## What the task requires
Gather from the listing below each line that includes the word "edges", and copy it.
::::::::
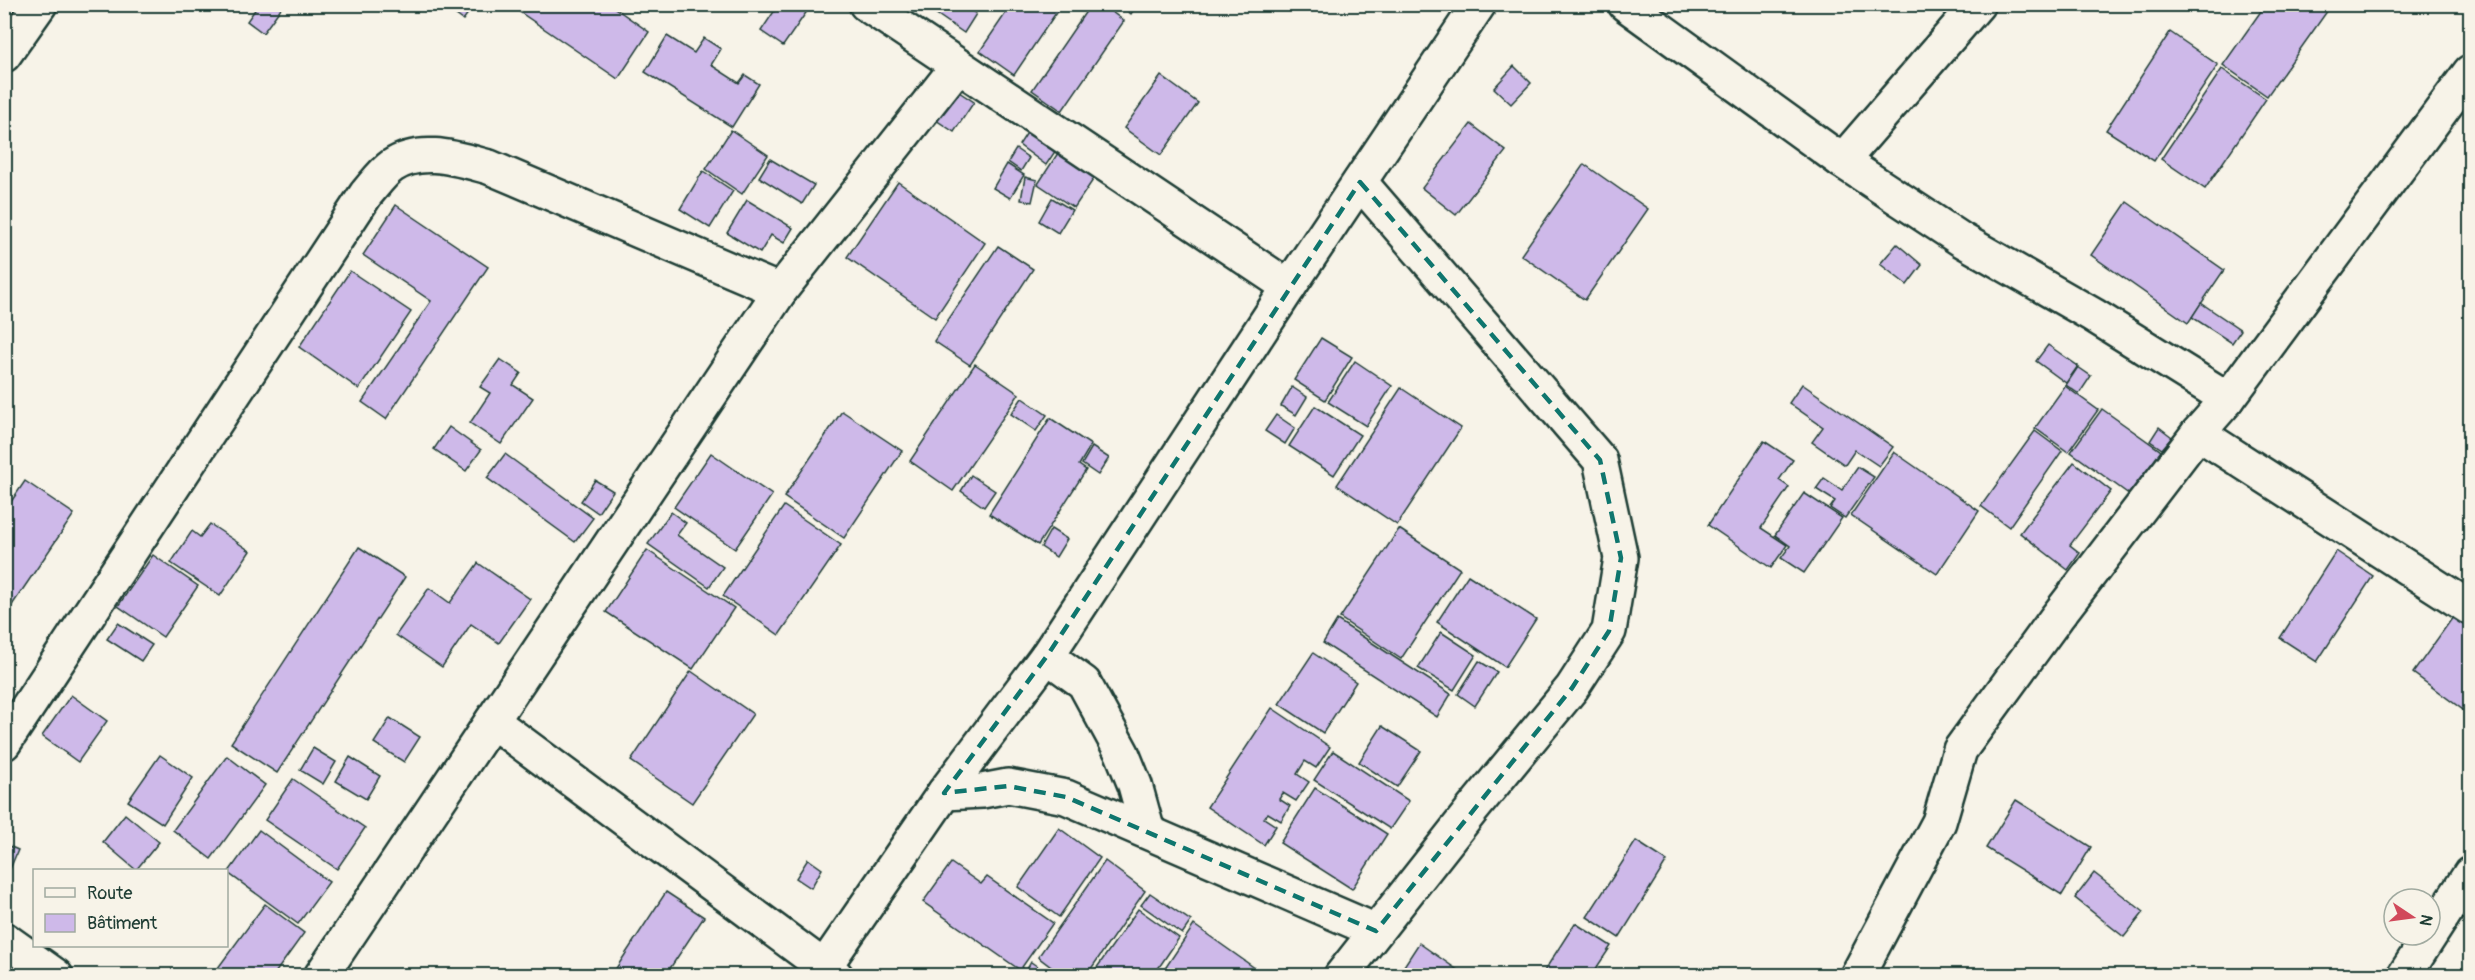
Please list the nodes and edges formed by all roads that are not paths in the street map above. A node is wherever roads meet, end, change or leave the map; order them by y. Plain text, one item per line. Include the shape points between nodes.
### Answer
1 (40, 4) edge
2 (866, 4) edge
3 (1479, 4) edge
4 (1625, 4) edge
5 (1978, 4) edge
6 (4, 55) edge
7 (957, 67) junction
8 (2470, 72) edge
9 (1842, 161) junction
10 (1360, 182) junction
11 (1289, 287) junction
12 (780, 291) junction
13 (2228, 399) junction
14 (2198, 433) junction
15 (2470, 608) edge
16 (1047, 656) junction
17 (492, 721) junction
18 (4, 743) edge
19 (944, 793) junction
20 (1148, 832) junction
21 (2470, 874) edge
22 (1376, 931) junction
23 (4, 939) edge
24 (826, 972) edge
25 (56, 975) edge
26 (321, 975) edge
27 (1341, 975) edge
28 (1857, 975) edge
29 (2404, 975) edge

1 - 6 street
2 - 7 street
3 - 10 street
4 - 9 street
5 - 9 street
7 - 11 street
7 - 12 street
8 - 13 street
9 - 13 street via 1962,240
10 - 11 street
10 - 22 street via 1600,460 1621,558 1609,631 1572,688
11 - 16 street
12 - 17 street
12 - 18 street via 489,167 450,157 419,155 392,166 366,194
13 - 14 street
14 - 15 street
14 - 28 street via 1960,750 1939,822
16 - 19 street
16 - 20 street via 1084,683 1136,785
17 - 24 street
17 - 26 street
19 - 20 street via 1008,786 1066,797
19 - 24 street
20 - 22 street
21 - 29 street
22 - 27 street
23 - 25 street

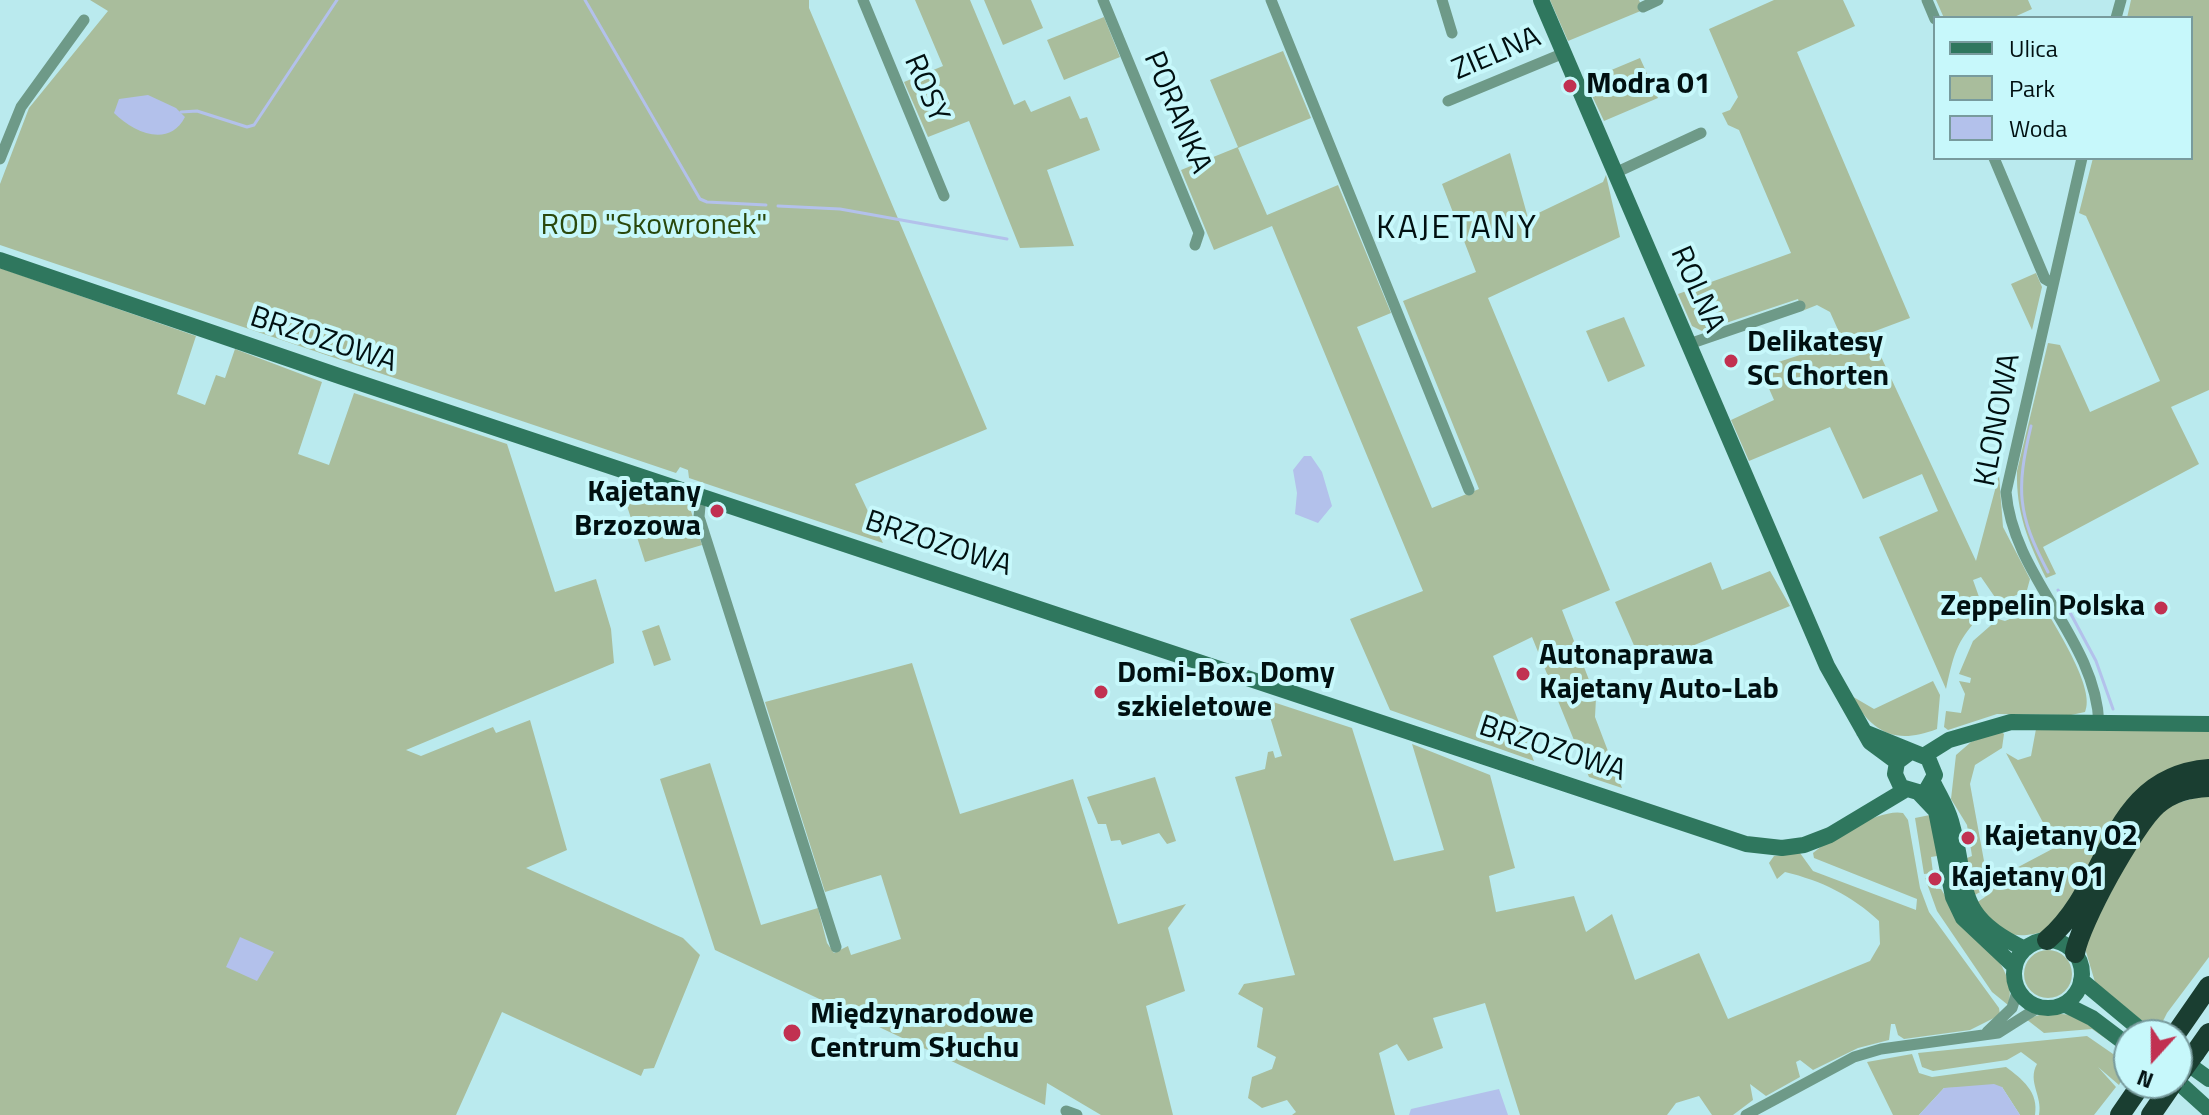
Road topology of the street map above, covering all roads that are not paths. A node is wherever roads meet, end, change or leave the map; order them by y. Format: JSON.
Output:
{"nodes":[{"id":1,"x":863,"y":0,"type":"edge"},
{"id":2,"x":1103,"y":0,"type":"edge"},
{"id":3,"x":1271,"y":0,"type":"edge"},
{"id":4,"x":1442,"y":0,"type":"edge"},
{"id":5,"x":1541,"y":0,"type":"edge"},
{"id":6,"x":1658,"y":0,"type":"edge"},
{"id":7,"x":1643,"y":7,"type":"dead end"},
{"id":8,"x":84,"y":20,"type":"dead end"},
{"id":9,"x":1452,"y":33,"type":"dead end"},
{"id":10,"x":1564,"y":53,"type":"junction"},
{"id":11,"x":1448,"y":101,"type":"dead end"},
{"id":12,"x":1701,"y":133,"type":"dead end"},
{"id":13,"x":0,"y":159,"type":"edge"},
{"id":14,"x":1995,"y":160,"type":"edge"},
{"id":15,"x":2082,"y":160,"type":"edge"},
{"id":16,"x":1615,"y":173,"type":"junction"},
{"id":17,"x":944,"y":196,"type":"dead end"},
{"id":18,"x":1195,"y":245,"type":"dead end"},
{"id":19,"x":0,"y":260,"type":"edge"},
{"id":20,"x":2052,"y":283,"type":"junction"},
{"id":21,"x":1800,"y":306,"type":"dead end"},
{"id":22,"x":1689,"y":344,"type":"junction"},
{"id":23,"x":1469,"y":490,"type":"dead end"},
{"id":24,"x":701,"y":495,"type":"junction"},
{"id":25,"x":2099,"y":724,"type":"junction"},
{"id":26,"x":2209,"y":724,"type":"edge"},
{"id":27,"x":2209,"y":769,"type":"edge"},
{"id":28,"x":1915,"y":773,"type":"junction"},
{"id":29,"x":2209,"y":787,"type":"edge"},
{"id":30,"x":2047,"y":940,"type":"junction"},
{"id":31,"x":836,"y":947,"type":"dead end"},
{"id":32,"x":2025,"y":949,"type":"junction"},
{"id":33,"x":2075,"y":953,"type":"junction"},
{"id":34,"x":2015,"y":967,"type":"junction"},
{"id":35,"x":2081,"y":980,"type":"junction"},
{"id":36,"x":2209,"y":986,"type":"edge"},
{"id":37,"x":2018,"y":989,"type":"junction"},
{"id":38,"x":2064,"y":1004,"type":"junction"},
{"id":39,"x":2039,"y":1007,"type":"junction"},
{"id":40,"x":2128,"y":1019,"type":"edge"},
{"id":41,"x":2186,"y":1019,"type":"edge"},
{"id":42,"x":1987,"y":1032,"type":"junction"},
{"id":43,"x":2209,"y":1033,"type":"edge"},
{"id":44,"x":2113,"y":1034,"type":"edge"},
{"id":45,"x":2193,"y":1048,"type":"edge"},
{"id":46,"x":2193,"y":1062,"type":"edge"},
{"id":47,"x":2209,"y":1079,"type":"edge"},
{"id":48,"x":1746,"y":1115,"type":"edge"}],
"edges":[{"from":1,"to":17,"type":"street","name":"ROSY"},
{"from":2,"to":18,"type":"street","name":"PORANKA"},
{"from":3,"to":23,"type":"street"},
{"from":4,"to":9,"type":"street"},
{"from":5,"to":10,"type":"street","name":"ROLNA"},
{"from":6,"to":7,"type":"street"},
{"from":8,"to":13,"type":"street"},
{"from":10,"to":11,"type":"street","name":"ZIELNA"},
{"from":10,"to":16,"type":"street","name":"ROLNA"},
{"from":12,"to":16,"type":"street"},
{"from":14,"to":20,"type":"street"},
{"from":15,"to":20,"type":"street","name":"KLONOWA"},
{"from":16,"to":22,"type":"street","name":"ROLNA"},
{"from":19,"to":24,"type":"street","name":"BRZOZOWA"},
{"from":20,"to":25,"type":"street","name":"KLONOWA"},
{"from":21,"to":22,"type":"street"},
{"from":22,"to":28,"type":"street","name":"ROLNA"},
{"from":24,"to":28,"type":"street","name":"BRZOZOWA"},
{"from":24,"to":31,"type":"street"},
{"from":25,"to":26,"type":"street"},
{"from":25,"to":28,"type":"street","name":"BRZOZOWA"},
{"from":27,"to":30,"type":"highway"},
{"from":28,"to":32,"type":"street"},
{"from":28,"to":34,"type":"street","name":"ROLNA"},
{"from":29,"to":33,"type":"highway"},
{"from":30,"to":32,"type":"street"},
{"from":30,"to":33,"type":"street"},
{"from":32,"to":34,"type":"street"},
{"from":33,"to":35,"type":"street"},
{"from":34,"to":37,"type":"street"},
{"from":35,"to":38,"type":"street"},
{"from":35,"to":40,"type":"street"},
{"from":36,"to":41,"type":"highway"},
{"from":37,"to":39,"type":"street"},
{"from":37,"to":42,"type":"street"},
{"from":38,"to":39,"type":"street"},
{"from":38,"to":44,"type":"street"},
{"from":39,"to":42,"type":"street"},
{"from":42,"to":48,"type":"street"},
{"from":43,"to":45,"type":"highway"},
{"from":46,"to":47,"type":"street"}]}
::::::::
## Answer for the task
Please list the nodes and edges formed by all roads that are not paths in the street map above. A node is wherever roads meet, end, change or leave the map; order them by y. Plain text, one item per line. Include the shape points between nodes.
"edges":[{"from":1,"to":17,"type":"street","name":"ROSY"},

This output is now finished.